**THE TASK:**
Where does the word "highway" show up in the data? Please find each such line and copy it.

Stored items:

——

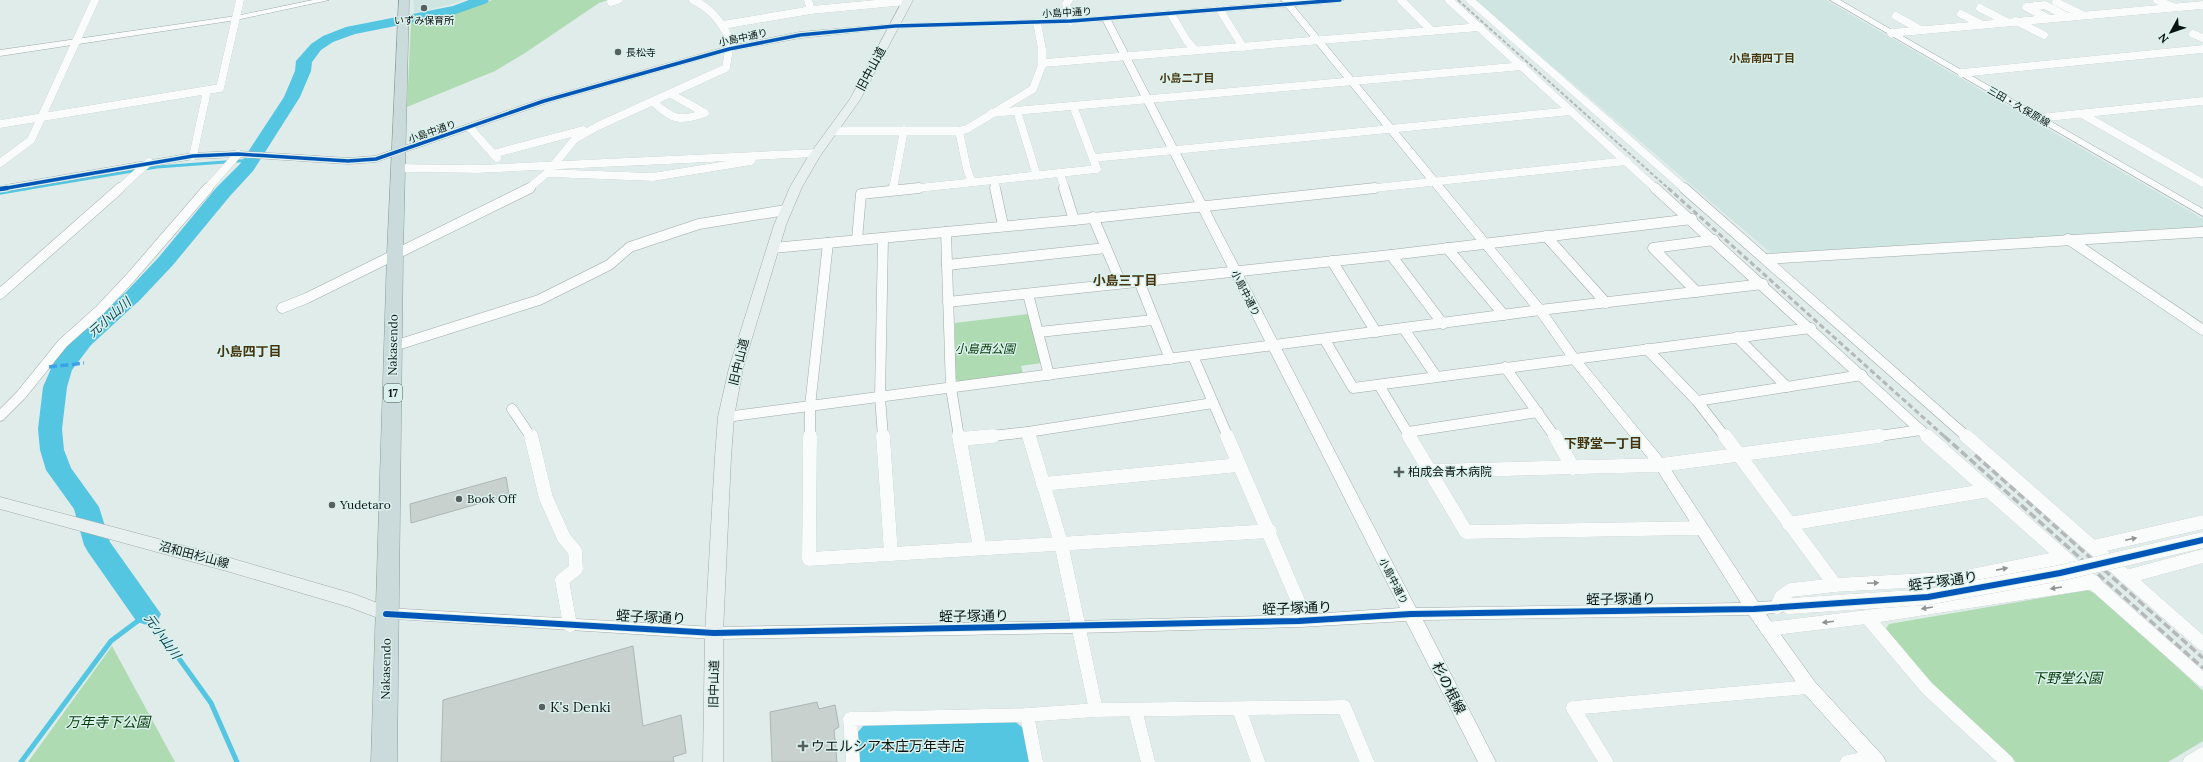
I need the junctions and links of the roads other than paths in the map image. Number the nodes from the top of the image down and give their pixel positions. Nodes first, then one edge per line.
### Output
1 (96, 0) edge
2 (240, 0) edge
3 (325, 0) edge
4 (404, 0) edge
5 (693, 0) edge
6 (808, 0) edge
7 (908, 0) edge
8 (1069, 0) edge
9 (1340, 0) edge
10 (1401, 0) edge
11 (1449, 0) edge
12 (1470, 0) edge
13 (1834, 0) edge
14 (2157, 0) edge
15 (2194, 0) edge
16 (1287, 2) edge
17 (2056, 2) dead end
18 (2203, 4) edge
19 (1980, 8) dead end
20 (2174, 8) junction
21 (811, 10) junction
22 (1220, 10) junction
23 (1171, 14) junction
24 (1961, 14) dead end
25 (1896, 16) dead end
26 (2083, 16) junction
27 (2068, 17) junction
28 (236, 18) junction
29 (2049, 18) junction
30 (1106, 19) junction
31 (1071, 21) junction
32 (2016, 21) junction
33 (2008, 22) junction
34 (1037, 23) junction
35 (723, 24) junction
36 (1982, 24) junction
37 (895, 26) junction
38 (1480, 27) junction
39 (1921, 30) junction
40 (1432, 31) junction
41 (1891, 33) junction
42 (2193, 34) dead end
43 (2044, 35) dead end
44 (2203, 38) edge
45 (1317, 41) junction
46 (76, 42) junction
47 (1243, 47) junction
48 (729, 49) junction
49 (1196, 50) junction
50 (2203, 50) edge
51 (0, 53) edge
52 (1125, 57) junction
53 (1044, 63) junction
54 (1523, 66) junction
55 (1962, 73) junction
56 (1352, 80) junction
57 (207, 91) junction
58 (671, 94) junction
59 (1147, 99) junction
60 (2203, 100) edge
61 (653, 102) junction
62 (1072, 106) junction
63 (1017, 111) junction
64 (1572, 111) junction
65 (992, 113) junction
66 (2082, 114) junction
67 (42, 117) junction
68 (2040, 118) junction
69 (0, 124) edge
70 (598, 126) junction
71 (470, 128) junction
72 (1388, 128) junction
73 (904, 130) junction
74 (833, 131) junction
75 (959, 131) junction
76 (1173, 149) junction
77 (816, 153) junction
78 (243, 154) junction
79 (493, 154) junction
80 (779, 154) junction
81 (193, 156) junction
82 (1094, 158) junction
83 (398, 160) junction
84 (1627, 161) junction
85 (149, 162) junction
86 (0, 163) edge
87 (555, 165) junction
88 (505, 168) junction
89 (548, 173) junction
90 (1060, 174) junction
91 (1037, 176) junction
92 (994, 181) junction
93 (1433, 181) junction
94 (972, 182) junction
95 (2203, 183) edge
96 (0, 189) edge
97 (893, 190) junction
98 (1202, 206) junction
99 (786, 210) junction
100 (2203, 213) edge
101 (1093, 217) junction
102 (1692, 219) junction
103 (1074, 220) junction
104 (1003, 225) junction
105 (946, 232) junction
106 (2203, 232) edge
107 (1546, 236) junction
108 (883, 238) junction
109 (2068, 239) junction
110 (857, 240) junction
111 (1714, 240) junction
112 (828, 243) junction
113 (1484, 243) junction
114 (773, 248) junction
115 (1106, 248) junction
116 (1447, 248) junction
117 (395, 254) junction
118 (1391, 256) junction
119 (1767, 259) junction
120 (1332, 261) junction
121 (947, 265) junction
122 (1235, 271) junction
123 (1139, 281) junction
124 (1121, 282) junction
125 (1763, 284) junction
126 (1697, 292) junction
127 (0, 294) edge
128 (1028, 294) junction
129 (948, 302) junction
130 (1606, 303) junction
131 (282, 308) dead end
132 (1540, 310) junction
133 (1504, 315) junction
134 (1153, 320) junction
135 (1443, 324) junction
136 (1811, 328) junction
137 (1404, 329) junction
138 (2203, 330) edge
139 (1039, 332) junction
140 (1376, 332) junction
141 (1737, 337) junction
142 (1324, 340) junction
143 (1273, 345) junction
144 (394, 346) junction
145 (1648, 349) junction
146 (1193, 356) junction
147 (1170, 359) junction
148 (1575, 360) junction
149 (1505, 367) junction
150 (1049, 375) junction
151 (1862, 375) junction
152 (1436, 376) junction
153 (1379, 385) junction
154 (1787, 387) junction
155 (951, 388) junction
156 (880, 397) junction
157 (1697, 401) junction
158 (1213, 403) junction
159 (810, 406) junction
160 (512, 410) dead end
161 (1538, 412) junction
162 (0, 416) edge
163 (726, 416) junction
164 (1921, 430) junction
165 (1028, 432) junction
166 (1408, 432) junction
167 (960, 439) junction
168 (1740, 454) junction
169 (1239, 465) junction
170 (1661, 465) junction
171 (1573, 468) junction
172 (1431, 471) junction
173 (1043, 484) junction
174 (1989, 490) junction
175 (0, 503) edge
176 (2203, 522) edge
177 (1789, 524) junction
178 (1700, 528) junction
179 (1270, 531) junction
180 (2203, 540) edge
181 (1062, 543) junction
182 (2093, 547) junction
183 (980, 548) junction
184 (891, 554) junction
185 (2203, 556) edge
186 (2064, 557) junction
187 (2126, 577) junction
188 (2094, 582) junction
189 (1834, 585) junction
190 (1784, 607) junction
191 (1301, 608) dead end
192 (1754, 609) junction
193 (386, 614) junction
194 (1411, 614) junction
195 (1867, 617) junction
196 (570, 625) junction
197 (1078, 627) junction
198 (1767, 629) junction
199 (714, 633) junction
200 (2203, 644) edge
201 (2203, 680) edge
202 (1809, 687) junction
203 (1240, 709) junction
204 (1096, 710) junction
205 (1135, 710) junction
206 (1027, 715) junction
207 (2203, 754) edge
208 (1874, 760) edge
209 (384, 762) edge
210 (712, 762) edge
211 (853, 762) edge
212 (1036, 762) edge
213 (1148, 762) edge
214 (1258, 762) edge
215 (1367, 762) edge
216 (1487, 762) edge
217 (1606, 762) edge
218 (1847, 762) edge
219 (2008, 762) edge
220 (2190, 762) edge

1 - 46 street
2 - 28 street
3 - 28 street
4 - 83 highway, Nakasendo / 17
5 - 35 street
6 - 21 street
7 - 21 street
7 - 37 main road, 旧中山道
8 - 31 street
9 - 16 street
10 - 40 street
11 - 38 street
12 - 119 street
13 - 41 street, 三田・久保原線
14 - 20 street
15 - 18 street
16 - 22 street
16 - 45 street
17 - 26 street
18 - 20 street
19 - 33 street
20 - 26 street
21 - 35 street
22 - 23 street
22 - 47 street
23 - 30 street
23 - 49 street
24 - 36 street
25 - 39 street
26 - 27 street
27 - 29 street
27 - 29 street
28 - 46 street
28 - 57 street
29 - 32 street
30 - 31 street, 小島中通り
30 - 52 street, 小島中通り
31 - 34 street, 小島中通り
32 - 33 street
32 - 43 street
33 - 36 street
34 - 37 street, 小島中通り
34 - 53 street
35 - 48 street
36 - 39 street
37 - 48 street, 小島中通り
37 - 74 main road, 旧中山道
38 - 40 street
38 - 54 street
39 - 41 street
40 - 45 street
41 - 55 street, 三田・久保原線
42 - 44 street
45 - 47 street
45 - 56 street
46 - 51 street
46 - 67 street
47 - 49 street
48 - 58 street
48 - 71 street, 小島中通り
49 - 52 street
50 - 55 street
52 - 53 street
52 - 59 street, 小島中通り
53 - 65 street
54 - 56 street
54 - 64 street
55 - 68 street, 三田・久保原線
56 - 59 street
56 - 72 street
57 - 67 street
57 - 81 street
58 - 61 street
58 - 61 street
59 - 62 street
59 - 76 street, 小島中通り
60 - 66 street
61 - 70 street
62 - 63 street
62 - 82 street
63 - 65 street
63 - 91 street
64 - 72 street
64 - 84 street
65 - 75 street
66 - 68 street
66 - 95 street
67 - 69 street
67 - 86 street
68 - 100 street, 三田・久保原線
70 - 79 street
70 - 87 street
71 - 79 street
71 - 83 street, 小島中通り
72 - 76 street
72 - 93 street
73 - 74 street
73 - 75 street
73 - 97 street
74 - 77 main road, 旧中山道
75 - 94 street
76 - 82 street
76 - 98 street, 小島中通り
77 - 80 street
77 - 99 main road, 旧中山道
78 - 81 street, 小島中通り
78 - 83 street, 小島中通り
78 - 162 street
79 - 88 street
80 - 87 street
80 - 89 street
81 - 85 street, 小島中通り
82 - 90 street
83 - 88 street
83 - 117 highway, Nakasendo / 17
84 - 93 street
84 - 102 street
85 - 96 street, 小島中通り
85 - 127 street
87 - 88 street
87 - 89 street
89 - 117 street
90 - 91 street
90 - 103 street
91 - 92 street
92 - 94 street
92 - 104 street
93 - 98 street
93 - 113 street
94 - 97 street
97 - 110 street
98 - 101 street
98 - 122 street, 小島中通り
99 - 114 main road, 旧中山道
99 - 144 street
101 - 103 street
101 - 115 street
102 - 107 street
102 - 111 street
103 - 104 street
104 - 105 street
105 - 108 street
105 - 121 street
106 - 109 street
107 - 113 street
107 - 130 street
108 - 110 street
108 - 156 street
109 - 119 street
109 - 138 street
110 - 112 street
111 - 125 street
111 - 126 street
112 - 114 street
112 - 159 street
113 - 116 street
113 - 132 street
114 - 163 main road, 旧中山道
115 - 121 street
115 - 124 street
116 - 118 street
116 - 133 street
117 - 131 street
117 - 144 highway, Nakasendo / 17
118 - 120 street
118 - 135 street
119 - 182 street
120 - 122 street
120 - 140 street
121 - 129 street
122 - 123 street
122 - 143 street, 小島中通り
123 - 124 street
123 - 134 street
124 - 128 street
125 - 126 street
125 - 136 street
126 - 130 street
128 - 129 street
128 - 139 street
129 - 155 street
130 - 132 street
132 - 133 street
132 - 148 street
133 - 135 street
134 - 139 street
134 - 147 street
135 - 137 street
136 - 141 street
136 - 151 street
137 - 140 street
137 - 152 street
139 - 150 street
140 - 142 street
141 - 145 street
141 - 154 street
142 - 143 street
142 - 153 street
143 - 146 street
143 - 194 street, 小島中通り
144 - 193 highway, Nakasendo / 17
145 - 148 street
145 - 157 street
146 - 147 street
146 - 158 street
147 - 150 street
148 - 149 street
148 - 170 street
149 - 152 street
149 - 161 street
150 - 155 street
151 - 154 street
151 - 164 street
152 - 153 street
153 - 166 street
154 - 157 street
155 - 156 street
155 - 167 street
156 - 159 street
156 - 184 street
157 - 168 street
158 - 165 street
158 - 169 street
159 - 163 street
159 - 184 street
160 - 196 street
161 - 166 street
161 - 171 street
163 - 199 main road, 旧中山道
164 - 168 street
164 - 174 street
165 - 167 street
165 - 173 street
166 - 172 street
167 - 183 street
168 - 170 street
168 - 177 street
169 - 173 street
169 - 179 street
170 - 171 street
170 - 178 street
171 - 172 street
172 - 178 street
173 - 181 street
174 - 177 street
174 - 186 street
175 - 193 main road, 沼和田杉山線
182 -> 176 street
177 - 189 street
178 - 192 street
179 - 181 street
179 - 191 street
180 - 190 street, 蛭子塚通り, bridge
181 - 183 street
181 - 197 street
182 - 187 street
183 - 184 street
185 - 187 street
186 - 188 street
189 -> 186 street
187 - 200 street
188 -> 195 street
188 - 201 street
189 - 190 street
190 - 192 street, 蛭子塚通り
192 - 194 street, 蛭子塚通り
192 - 198 street
193 - 196 street, 蛭子塚通り
193 - 209 highway, Nakasendo / 17
194 - 197 street, 蛭子塚通り
194 - 216 street, 杉の根線
195 -> 198 street
195 - 219 street
196 - 199 street, 蛭子塚通り
197 - 199 street, 蛭子塚通り
197 - 204 street
198 - 202 street
199 - 210 main road, 旧中山道
202 - 208 street
202 - 217 street
203 - 205 street
203 - 214 street
203 - 215 street
204 - 205 street
204 - 206 street
205 - 213 street
206 - 211 street
206 - 212 street
207 - 220 street
208 - 218 street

——

**COMPLETED TASK:**
4 - 83 highway, Nakasendo / 17
83 - 117 highway, Nakasendo / 17
117 - 144 highway, Nakasendo / 17
144 - 193 highway, Nakasendo / 17
193 - 209 highway, Nakasendo / 17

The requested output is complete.